Obituary

Cohen almost came to Singapore

Esplanade CEO Benson Puah says the arts venue was in talks to get him to play here

Leonard Cohen, writer of Hallelujah, died on Thursday aged 82.
Leonard Cohen, writer of Hallelujah, died on Thursday aged 82. PHOTO: EUROPEAN PRESSPHOTO AGENCY

The Esplanade was close to getting Leonard Cohen to perform at the venue in 2010, says its chief executive Benson Puah.

The arts centre was in serious talks with his agents for him to play here, but the deal fell through as Asia was not on his itinerary then.

Mr Puah, 59, who has been a fan of Cohen's works since the 1970s, saw the singer-songwriter perform at the Montreux Jazz Festival in Switzerland in 2008 and was so struck by the performance that he still keeps the ticket stub as a memento.

"And I never keep ticket stubs," he says. "I was bowled over by how much spirit he had."

Staying in the same hotel as Cohen, Mr Puah saw him every morning at breakfast - the artist would dress in his trademark suit and fedora hat even while having his morning meal.

  • REMEMBERING LEONARD COHEN

  • Saturday Nov 12, 7pm -- 8pm, Gallery II, The Arts House, Admission: FREE

    Leonard Cohen, one of the world's pre-eminent singer-songwriters, had left behind an estimable body of works which has influenced generations of creative writers. In this special memorial reading, seven Singaporean writers - Marc Nair, Desmond Kon, Yong Shu Hoong, Joshua Ip, O Thiam Chin, Deborah Emmanuel and Pooja Nansi - will pay tribute to the legend by reading some of his works as well as their own responses.

"That persona never changed, so it's quite deeply embedded in your consciousness."

If Cohen's Singapore show had taken place, Mr Puah would have held it in conjunction with the Singapore Writers Festival.

"I thought it would be wonderful to bring him here not just for a performance because he's greater than that. We could benefit from his worldview, his spirituality that influences his writing and his music," he says.

Indeed, poet and literary critic Gwee Li Sui, 46, says his works are deeply inspired by Cohen: "No one has noted it, but Cohen played a huge role in the growth of my writing. My rhythm is part-his.

"More than a writer and performer of music, he was an unmatched lyricist whose first commitment to language was poetry. He had mature, haunting, almost saintly sensibilities about people and the times and he brought a whole vocabulary to pain."

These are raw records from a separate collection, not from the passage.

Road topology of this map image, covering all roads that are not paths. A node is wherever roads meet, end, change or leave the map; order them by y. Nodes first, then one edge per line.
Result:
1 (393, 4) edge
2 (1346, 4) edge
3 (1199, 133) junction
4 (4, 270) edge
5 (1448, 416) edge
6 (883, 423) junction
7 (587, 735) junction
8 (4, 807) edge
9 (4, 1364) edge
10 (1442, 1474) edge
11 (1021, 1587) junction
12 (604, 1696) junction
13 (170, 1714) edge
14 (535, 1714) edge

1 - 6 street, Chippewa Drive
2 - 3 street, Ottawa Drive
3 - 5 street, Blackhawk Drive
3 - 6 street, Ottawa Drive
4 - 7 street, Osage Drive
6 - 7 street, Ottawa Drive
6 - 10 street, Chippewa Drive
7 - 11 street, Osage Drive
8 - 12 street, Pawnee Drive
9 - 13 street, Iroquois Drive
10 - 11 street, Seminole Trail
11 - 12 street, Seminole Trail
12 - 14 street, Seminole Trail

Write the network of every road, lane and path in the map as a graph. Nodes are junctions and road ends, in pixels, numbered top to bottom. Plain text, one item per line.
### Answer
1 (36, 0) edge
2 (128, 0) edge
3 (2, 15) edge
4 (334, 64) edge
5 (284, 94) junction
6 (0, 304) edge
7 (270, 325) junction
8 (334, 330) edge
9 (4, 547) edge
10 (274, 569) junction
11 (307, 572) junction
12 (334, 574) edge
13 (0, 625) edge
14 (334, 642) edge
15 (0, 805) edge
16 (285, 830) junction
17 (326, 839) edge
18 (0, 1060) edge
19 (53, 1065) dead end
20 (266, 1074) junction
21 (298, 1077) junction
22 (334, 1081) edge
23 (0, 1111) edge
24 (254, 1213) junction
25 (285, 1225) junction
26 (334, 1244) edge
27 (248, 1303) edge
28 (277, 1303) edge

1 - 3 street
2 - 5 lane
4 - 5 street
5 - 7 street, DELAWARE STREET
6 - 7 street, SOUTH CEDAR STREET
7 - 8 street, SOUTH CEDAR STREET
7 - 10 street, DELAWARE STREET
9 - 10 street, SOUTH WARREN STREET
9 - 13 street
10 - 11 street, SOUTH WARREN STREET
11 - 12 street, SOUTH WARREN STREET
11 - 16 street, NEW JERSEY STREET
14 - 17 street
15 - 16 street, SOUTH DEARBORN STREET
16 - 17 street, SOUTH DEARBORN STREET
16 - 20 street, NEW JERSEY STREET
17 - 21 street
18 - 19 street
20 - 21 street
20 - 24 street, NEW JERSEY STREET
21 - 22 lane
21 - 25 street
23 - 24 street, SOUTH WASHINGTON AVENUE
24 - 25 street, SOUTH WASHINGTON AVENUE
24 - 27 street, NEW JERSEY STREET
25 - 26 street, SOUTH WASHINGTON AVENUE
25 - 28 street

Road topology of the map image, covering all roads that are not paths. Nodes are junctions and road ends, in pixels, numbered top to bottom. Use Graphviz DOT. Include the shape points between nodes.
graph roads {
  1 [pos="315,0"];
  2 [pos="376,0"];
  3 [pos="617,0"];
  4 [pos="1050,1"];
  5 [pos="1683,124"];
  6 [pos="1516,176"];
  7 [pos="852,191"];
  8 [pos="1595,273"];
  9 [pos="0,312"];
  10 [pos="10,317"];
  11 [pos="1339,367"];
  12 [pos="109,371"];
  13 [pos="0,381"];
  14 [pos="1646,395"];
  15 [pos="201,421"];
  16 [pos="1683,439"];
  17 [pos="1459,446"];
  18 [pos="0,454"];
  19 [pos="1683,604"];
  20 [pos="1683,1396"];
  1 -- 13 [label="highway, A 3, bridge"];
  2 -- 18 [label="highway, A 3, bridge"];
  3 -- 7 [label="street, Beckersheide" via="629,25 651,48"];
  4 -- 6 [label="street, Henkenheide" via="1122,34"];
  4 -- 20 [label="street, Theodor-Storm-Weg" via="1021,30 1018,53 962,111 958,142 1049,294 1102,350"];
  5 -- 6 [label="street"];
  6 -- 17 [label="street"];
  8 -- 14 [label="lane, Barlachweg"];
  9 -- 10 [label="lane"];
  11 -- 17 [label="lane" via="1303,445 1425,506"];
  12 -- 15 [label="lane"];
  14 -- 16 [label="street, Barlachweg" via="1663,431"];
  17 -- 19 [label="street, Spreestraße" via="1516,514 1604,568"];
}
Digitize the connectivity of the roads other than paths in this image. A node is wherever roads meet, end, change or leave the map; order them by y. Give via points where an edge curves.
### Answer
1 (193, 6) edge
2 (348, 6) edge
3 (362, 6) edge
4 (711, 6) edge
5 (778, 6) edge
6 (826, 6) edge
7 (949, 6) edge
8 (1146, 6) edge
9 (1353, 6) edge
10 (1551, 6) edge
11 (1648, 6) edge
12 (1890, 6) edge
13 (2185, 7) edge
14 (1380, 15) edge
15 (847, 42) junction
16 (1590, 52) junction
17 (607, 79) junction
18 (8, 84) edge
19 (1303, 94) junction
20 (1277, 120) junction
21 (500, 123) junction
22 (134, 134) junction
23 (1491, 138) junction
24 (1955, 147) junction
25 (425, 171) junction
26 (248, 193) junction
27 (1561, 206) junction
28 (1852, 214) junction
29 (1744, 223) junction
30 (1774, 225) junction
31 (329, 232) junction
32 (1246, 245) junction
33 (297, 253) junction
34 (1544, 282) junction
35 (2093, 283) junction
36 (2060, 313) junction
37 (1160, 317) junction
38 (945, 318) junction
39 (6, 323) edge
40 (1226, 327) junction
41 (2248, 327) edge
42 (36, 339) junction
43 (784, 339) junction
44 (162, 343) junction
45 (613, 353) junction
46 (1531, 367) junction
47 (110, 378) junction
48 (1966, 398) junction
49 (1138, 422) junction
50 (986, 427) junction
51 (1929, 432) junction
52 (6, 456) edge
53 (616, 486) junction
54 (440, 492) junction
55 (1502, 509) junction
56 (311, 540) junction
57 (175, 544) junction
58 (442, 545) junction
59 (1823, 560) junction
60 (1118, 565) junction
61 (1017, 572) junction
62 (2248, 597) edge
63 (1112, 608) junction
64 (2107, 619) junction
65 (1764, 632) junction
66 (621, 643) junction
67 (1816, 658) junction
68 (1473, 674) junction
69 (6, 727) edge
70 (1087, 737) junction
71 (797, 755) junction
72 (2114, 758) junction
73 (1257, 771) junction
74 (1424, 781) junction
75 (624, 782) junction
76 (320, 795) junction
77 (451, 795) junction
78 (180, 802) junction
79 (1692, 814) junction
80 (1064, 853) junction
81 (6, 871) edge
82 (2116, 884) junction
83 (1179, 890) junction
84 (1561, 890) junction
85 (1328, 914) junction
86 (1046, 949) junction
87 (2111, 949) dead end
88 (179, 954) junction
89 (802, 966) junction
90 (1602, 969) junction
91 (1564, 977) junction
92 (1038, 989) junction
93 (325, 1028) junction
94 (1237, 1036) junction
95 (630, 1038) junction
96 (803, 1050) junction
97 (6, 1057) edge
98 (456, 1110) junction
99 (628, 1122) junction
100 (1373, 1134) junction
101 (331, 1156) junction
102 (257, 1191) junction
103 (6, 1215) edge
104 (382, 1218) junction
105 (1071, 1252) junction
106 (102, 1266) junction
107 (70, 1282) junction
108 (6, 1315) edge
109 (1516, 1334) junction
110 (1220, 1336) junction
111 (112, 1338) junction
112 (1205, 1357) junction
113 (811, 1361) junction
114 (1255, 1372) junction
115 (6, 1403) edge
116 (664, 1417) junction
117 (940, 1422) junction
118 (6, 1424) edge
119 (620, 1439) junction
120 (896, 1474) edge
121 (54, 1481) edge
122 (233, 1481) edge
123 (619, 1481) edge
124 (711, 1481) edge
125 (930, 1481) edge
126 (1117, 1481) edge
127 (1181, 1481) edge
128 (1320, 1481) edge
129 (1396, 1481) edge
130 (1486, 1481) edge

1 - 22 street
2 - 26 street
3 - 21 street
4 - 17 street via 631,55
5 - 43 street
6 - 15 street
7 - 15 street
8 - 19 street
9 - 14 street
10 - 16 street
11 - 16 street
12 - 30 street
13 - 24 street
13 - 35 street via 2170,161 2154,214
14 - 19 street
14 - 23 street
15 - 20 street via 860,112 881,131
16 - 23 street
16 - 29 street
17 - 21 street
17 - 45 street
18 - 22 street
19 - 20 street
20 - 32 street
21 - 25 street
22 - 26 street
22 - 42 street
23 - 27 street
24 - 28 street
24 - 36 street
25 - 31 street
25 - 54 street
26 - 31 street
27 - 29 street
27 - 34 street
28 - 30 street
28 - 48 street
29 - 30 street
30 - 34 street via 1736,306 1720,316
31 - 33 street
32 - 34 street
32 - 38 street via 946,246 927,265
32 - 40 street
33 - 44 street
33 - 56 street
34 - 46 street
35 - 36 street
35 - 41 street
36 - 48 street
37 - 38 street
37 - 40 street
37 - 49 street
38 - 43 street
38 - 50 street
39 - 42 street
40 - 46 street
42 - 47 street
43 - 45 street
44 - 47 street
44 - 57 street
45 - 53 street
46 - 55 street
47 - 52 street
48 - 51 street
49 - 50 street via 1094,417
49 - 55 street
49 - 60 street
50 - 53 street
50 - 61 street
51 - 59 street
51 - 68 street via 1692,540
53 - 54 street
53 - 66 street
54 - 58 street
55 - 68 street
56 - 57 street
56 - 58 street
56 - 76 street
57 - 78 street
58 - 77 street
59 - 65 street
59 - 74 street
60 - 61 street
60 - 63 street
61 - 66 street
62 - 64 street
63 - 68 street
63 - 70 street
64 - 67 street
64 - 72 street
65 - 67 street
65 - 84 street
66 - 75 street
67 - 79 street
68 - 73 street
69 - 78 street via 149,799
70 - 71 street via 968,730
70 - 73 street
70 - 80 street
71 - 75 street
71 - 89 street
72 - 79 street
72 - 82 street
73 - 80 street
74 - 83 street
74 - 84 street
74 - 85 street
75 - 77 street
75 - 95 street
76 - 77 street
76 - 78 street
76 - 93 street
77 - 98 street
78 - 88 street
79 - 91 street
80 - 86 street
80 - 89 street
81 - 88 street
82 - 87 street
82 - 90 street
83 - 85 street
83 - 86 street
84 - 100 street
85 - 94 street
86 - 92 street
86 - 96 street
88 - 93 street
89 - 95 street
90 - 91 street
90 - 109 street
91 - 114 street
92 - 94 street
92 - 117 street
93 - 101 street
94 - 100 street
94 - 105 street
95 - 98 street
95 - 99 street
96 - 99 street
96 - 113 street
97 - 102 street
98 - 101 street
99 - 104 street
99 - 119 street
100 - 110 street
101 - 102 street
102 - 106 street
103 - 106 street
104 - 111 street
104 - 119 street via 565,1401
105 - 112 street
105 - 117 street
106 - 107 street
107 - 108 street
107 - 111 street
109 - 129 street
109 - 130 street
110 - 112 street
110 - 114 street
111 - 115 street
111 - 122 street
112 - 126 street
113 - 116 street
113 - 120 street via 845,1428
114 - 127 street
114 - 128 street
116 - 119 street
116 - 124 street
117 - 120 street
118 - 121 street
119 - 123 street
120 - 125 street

Singapore Writers Festival director Yeow Kai Chai says: "He encapsulated two of my deepest loves, poetry and music. He presented excellence in both areas, an equal embrace of the profane and existential, from sexuality to religion, always with a twinkle in his eye."

In a review of Cohen's recently released album, You Want It Darker, Mr Yeow, 48, also a music reviewer for The Straits Times, wrote that "it will take a lifetime, and the lifetime after that, to unravel the wisdom that resides within" the songs in the release, the artist's 14th full-length one.

Singer-songwriter and author Kelvin Tan, 52, noted how Cohen's music and lyrics "elevated popular music into the pantheon of true poetic literariness".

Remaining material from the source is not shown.